To examine the conservation of individual TF recognition elements within the shared DHS compartment, we distinguished between elements that were positionally conserved vs. those that were operationally conserved – i.e., present arose independently at a different position within the DHS (Fig. S15A). In shared DHSs, 39.1% of TF recognition sequences were positionally conserved, and 19.6% operationally conserved (Fig. 4A). Both positional and operational conservation were significantly concentrated (χ2 test, P < 10−15) within shared DHSs that maintained their tissue activity profile (Fig. 4B and fig. S15B). Surprisingly, 41.3% of shared DHSs (chiefly repurposed DHSs) lacked any positionally or operationally conserved TF recognition elements, (Figs. 4A,B and figs. S15C,D). Additionally, the overall density of TF recognition elements did not differ significantly between shared DHSs with positionally, operationally, or non-conserved TFs (Fig. S15E). This indicates that new regulatory features are continuously evolving within the same ancestral DNA segment.

Figure 4. Evolutionary dynamics of transcription factor recognition sequences.

Figure 4

(A) Conservation of TF recognition sequences within shared DHSs. (B) Positional and operational conservation of TF recognition sequences are enriched within DHSs that have conserved tissue activity patterns. (C) Recognition sequences for cell-selective transcription factors are preferentially lost at mouse DHSs that are repurposed in human, while maintained in or gained in human. Representative examples of individual TF regulators in retina, intestine and erythroid tissues. (D) Same as C for recognition sequences of all cell-selective TF regulators (identified in fig. 2C) within mouse DHSs repurposed in human.
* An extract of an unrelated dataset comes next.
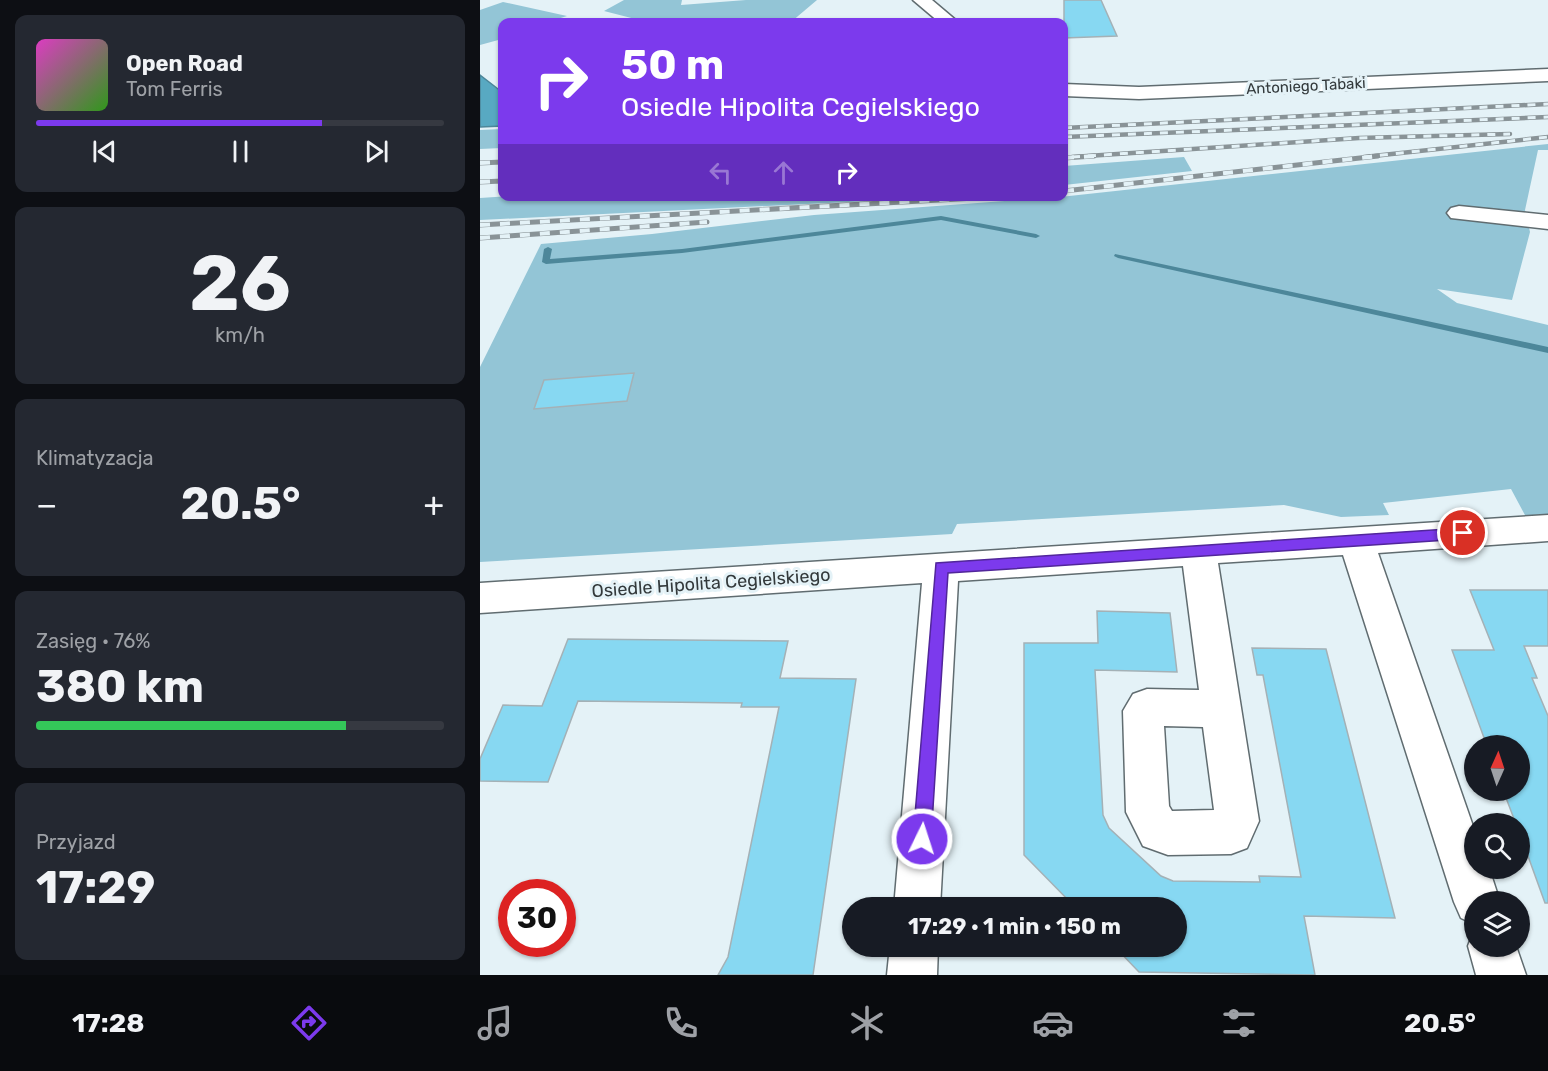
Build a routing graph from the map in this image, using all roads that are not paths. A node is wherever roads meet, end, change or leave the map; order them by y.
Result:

We next elaborated the relationship between conservation of TF recognition sites and the maintenance of tissue accessibility patterns. Reasoning that known regulators of cell fate would play an outsized role in repurposing, we hypothesized that recognition sequences for such TFs would be preferentially maintained (or gained) in DHSs with conserved tissue activity spectra, but preferentially lost at repurposed DHSs (Fig. S16). We found this to be the case across a spectrum of lineage-regulating TFs. For example, recognition sites for the retinal master regulator OTX1 (and other paired-related homeodomain transcription factors), were >4-fold depleted within mouse retinal DHSs that had undergone repurposing in human compared with orthologous DHSs that had conserved retinal activity (Fig. 4C). Analogously, sequence elements recognized by the intestinal master regulator HNF1β (and other POU-homoebox transcription factors), were selectively depleted in repurposed intestinal DHSs, and those recognized by the major erythroid regulator GATA1 (and other GATA-type factors), were selectively depleted in repurposed erythroid DHSs (Fig. 4C). Overall recognition sites for cell fate-modifying TFs were consistently depleted within repurposed DHSs (Fig. 4D), linking the conservation and repurposing of DHSs to preservation vs. turnover of specific TF recognition sequences. These results also suggest an incremental process whereby the composition of TFs within a given DHS is remodeled over evolutionary time via sequential small mutations (23) that could ultimately affect function and phenotype (24). The presence of a substantial population of shared DHSs without conserved TF recognition sites yet preserved tissue-selectivity patterns highlights the plasticity of individual cis-regulatory templates, and indicates that the same higher-level regulatory outcome may be encoded by many different combinations of instructive TF recognition events.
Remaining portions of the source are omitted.